» YOUR ASSIGNMENT: Give the listing again in full, matching it character for character.

» RECORDS:
***
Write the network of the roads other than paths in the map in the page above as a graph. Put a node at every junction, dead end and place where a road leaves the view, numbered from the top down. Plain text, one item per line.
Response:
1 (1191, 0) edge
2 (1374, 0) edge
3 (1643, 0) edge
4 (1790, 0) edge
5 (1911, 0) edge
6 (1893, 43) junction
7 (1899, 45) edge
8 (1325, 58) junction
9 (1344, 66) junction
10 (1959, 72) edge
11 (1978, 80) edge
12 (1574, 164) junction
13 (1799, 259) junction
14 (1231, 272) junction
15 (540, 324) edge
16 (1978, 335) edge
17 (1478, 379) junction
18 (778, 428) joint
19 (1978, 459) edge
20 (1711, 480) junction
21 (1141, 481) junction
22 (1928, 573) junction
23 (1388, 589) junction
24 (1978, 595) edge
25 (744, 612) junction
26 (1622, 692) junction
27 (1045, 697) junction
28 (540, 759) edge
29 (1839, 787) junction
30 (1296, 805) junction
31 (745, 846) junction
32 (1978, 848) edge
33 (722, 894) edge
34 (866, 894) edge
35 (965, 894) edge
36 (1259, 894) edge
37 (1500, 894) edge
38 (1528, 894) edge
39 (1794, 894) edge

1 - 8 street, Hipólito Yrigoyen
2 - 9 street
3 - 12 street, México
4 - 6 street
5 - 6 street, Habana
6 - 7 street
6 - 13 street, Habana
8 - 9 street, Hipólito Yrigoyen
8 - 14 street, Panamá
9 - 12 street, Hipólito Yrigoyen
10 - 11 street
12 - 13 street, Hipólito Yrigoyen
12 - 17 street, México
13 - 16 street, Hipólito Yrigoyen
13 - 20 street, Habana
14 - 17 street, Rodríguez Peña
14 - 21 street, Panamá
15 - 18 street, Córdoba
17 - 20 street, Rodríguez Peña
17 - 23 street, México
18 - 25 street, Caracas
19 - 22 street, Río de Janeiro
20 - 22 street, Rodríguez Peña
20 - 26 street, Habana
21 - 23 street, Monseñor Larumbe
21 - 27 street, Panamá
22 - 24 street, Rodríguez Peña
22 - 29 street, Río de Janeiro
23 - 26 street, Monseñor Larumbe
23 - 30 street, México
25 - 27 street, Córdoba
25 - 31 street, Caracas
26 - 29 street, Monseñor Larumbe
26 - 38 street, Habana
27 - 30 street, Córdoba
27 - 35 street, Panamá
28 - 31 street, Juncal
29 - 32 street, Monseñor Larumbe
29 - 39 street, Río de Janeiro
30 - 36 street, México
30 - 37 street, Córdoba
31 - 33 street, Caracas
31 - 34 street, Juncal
***
» RESULT OF THIS EXERCISE:
Write the network of the roads other than paths in the map in the page above as a graph. Put a node at every junction, dead end and place where a road leaves the view, numbered from the top down. Plain text, one item per line.
Response:
1 (1191, 0) edge
2 (1374, 0) edge
3 (1643, 0) edge
4 (1790, 0) edge
5 (1911, 0) edge
6 (1893, 43) junction
7 (1899, 45) edge
8 (1325, 58) junction
9 (1344, 66) junction
10 (1959, 72) edge
11 (1978, 80) edge
12 (1574, 164) junction
13 (1799, 259) junction
14 (1231, 272) junction
15 (540, 324) edge
16 (1978, 335) edge
17 (1478, 379) junction
18 (778, 428) joint
19 (1978, 459) edge
20 (1711, 480) junction
21 (1141, 481) junction
22 (1928, 573) junction
23 (1388, 589) junction
24 (1978, 595) edge
25 (744, 612) junction
26 (1622, 692) junction
27 (1045, 697) junction
28 (540, 759) edge
29 (1839, 787) junction
30 (1296, 805) junction
31 (745, 846) junction
32 (1978, 848) edge
33 (722, 894) edge
34 (866, 894) edge
35 (965, 894) edge
36 (1259, 894) edge
37 (1500, 894) edge
38 (1528, 894) edge
39 (1794, 894) edge

1 - 8 street, Hipólito Yrigoyen
2 - 9 street
3 - 12 street, México
4 - 6 street
5 - 6 street, Habana
6 - 7 street
6 - 13 street, Habana
8 - 9 street, Hipólito Yrigoyen
8 - 14 street, Panamá
9 - 12 street, Hipólito Yrigoyen
10 - 11 street
12 - 13 street, Hipólito Yrigoyen
12 - 17 street, México
13 - 16 street, Hipólito Yrigoyen
13 - 20 street, Habana
14 - 17 street, Rodríguez Peña
14 - 21 street, Panamá
15 - 18 street, Córdoba
17 - 20 street, Rodríguez Peña
17 - 23 street, México
18 - 25 street, Caracas
19 - 22 street, Río de Janeiro
20 - 22 street, Rodríguez Peña
20 - 26 street, Habana
21 - 23 street, Monseñor Larumbe
21 - 27 street, Panamá
22 - 24 street, Rodríguez Peña
22 - 29 street, Río de Janeiro
23 - 26 street, Monseñor Larumbe
23 - 30 street, México
25 - 27 street, Córdoba
25 - 31 street, Caracas
26 - 29 street, Monseñor Larumbe
26 - 38 street, Habana
27 - 30 street, Córdoba
27 - 35 street, Panamá
28 - 31 street, Juncal
29 - 32 street, Monseñor Larumbe
29 - 39 street, Río de Janeiro
30 - 36 street, México
30 - 37 street, Córdoba
31 - 33 street, Caracas
31 - 34 street, Juncal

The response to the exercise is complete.